La Nueva España, Oviedo, P. Á. «Se está trabajando en ello». Así explicó ayer la Consejería de Salud del Principado el actual estado de tramitación de la denominada declaración de «instrucciones previas», en la que cualquier ciudadano podrá establecer con antelación el tipo de cuidados y tratamientos que desea recibir en los últimos momentos de su vida.
La regulación del citado documento está siendo marcadamente lenta. A principios de mayo de 2001, el por entonces consejero de Salud, Francisco Sevilla, expresó su apoyo al «testamento vital» y precisó que sería aprobado una vez que Asturias recibiera las competencias sanitarias. Con estas declaraciones, el Principado manifestaba su visto bueno a una iniciativa de la Junta de Extremadura que, bajo la denominación «expresión anticipada de voluntades», daba luz verde a un documento en el que se podía expresar a priori el rechazo a tratamientos desproporcionados en caso de muerte inevitable. El documento extremeño invalidaba las voluntades contrarias al ordenamiento jurídico.
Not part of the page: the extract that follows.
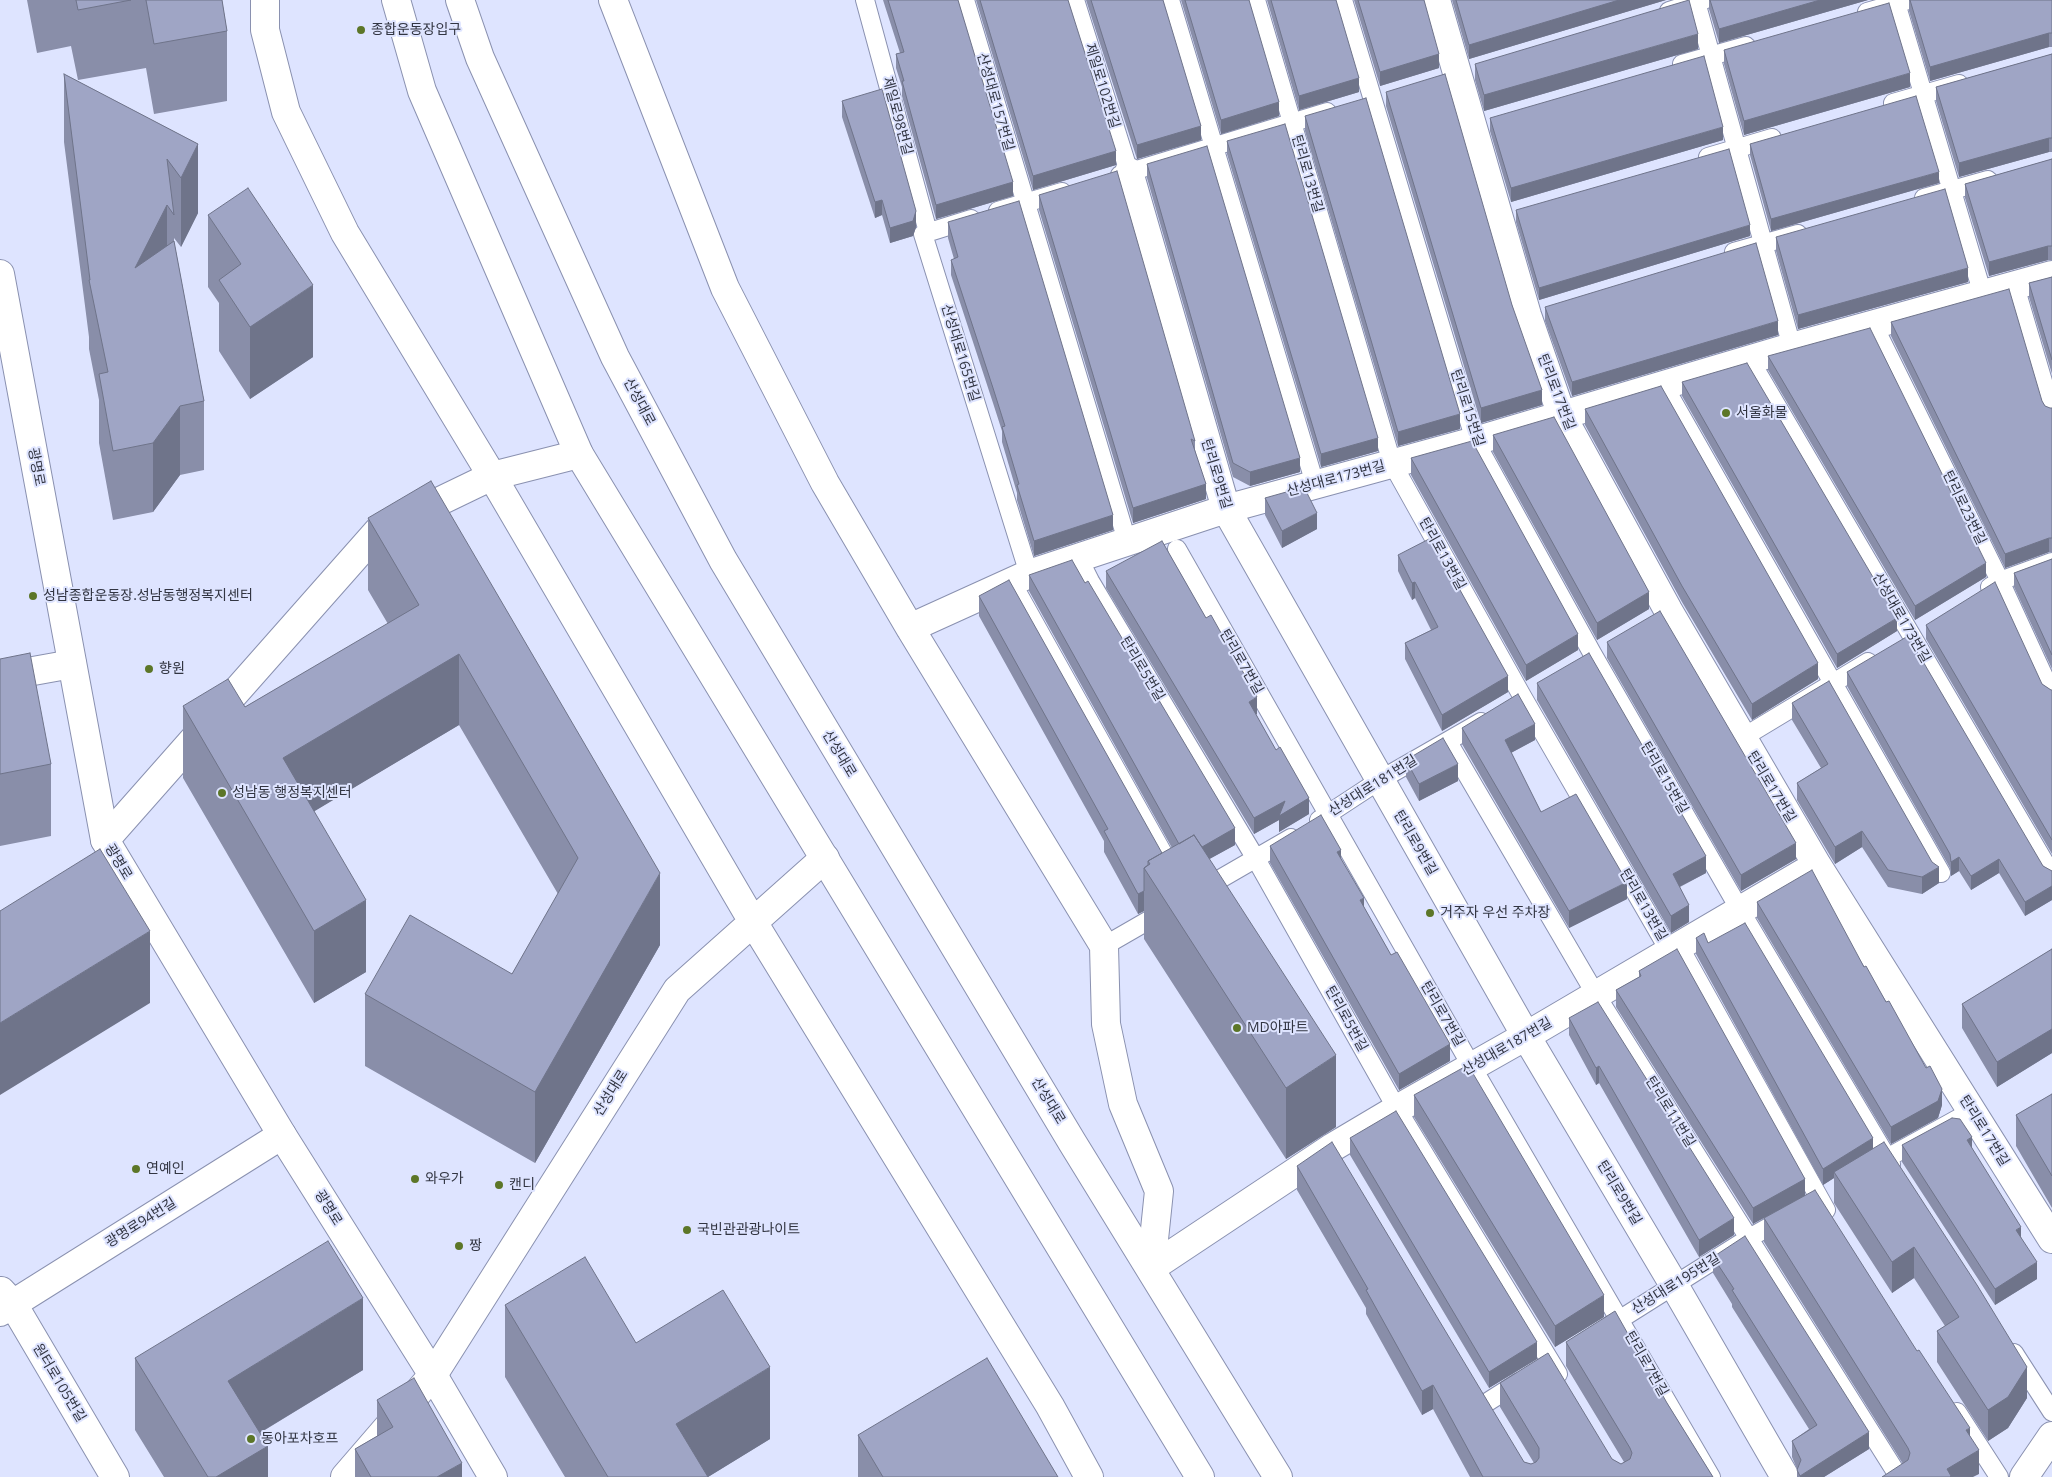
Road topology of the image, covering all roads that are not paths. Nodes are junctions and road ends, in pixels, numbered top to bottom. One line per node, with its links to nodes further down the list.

El actual equipo directivo de la Consejería ha venido manejando la idea de incluir la declaración de instrucciones previas en la ley de derechos y deberes de los usuarios del sistema de salud regional. Ya en abril de 2005, circulaba por la Consejería un borrador de anteproyecto de ley que preveía ser remitido al Consejo de Gobierno. Ayer, una portavoz de la Consejería indicó que se trataba de «un documento de trabajo».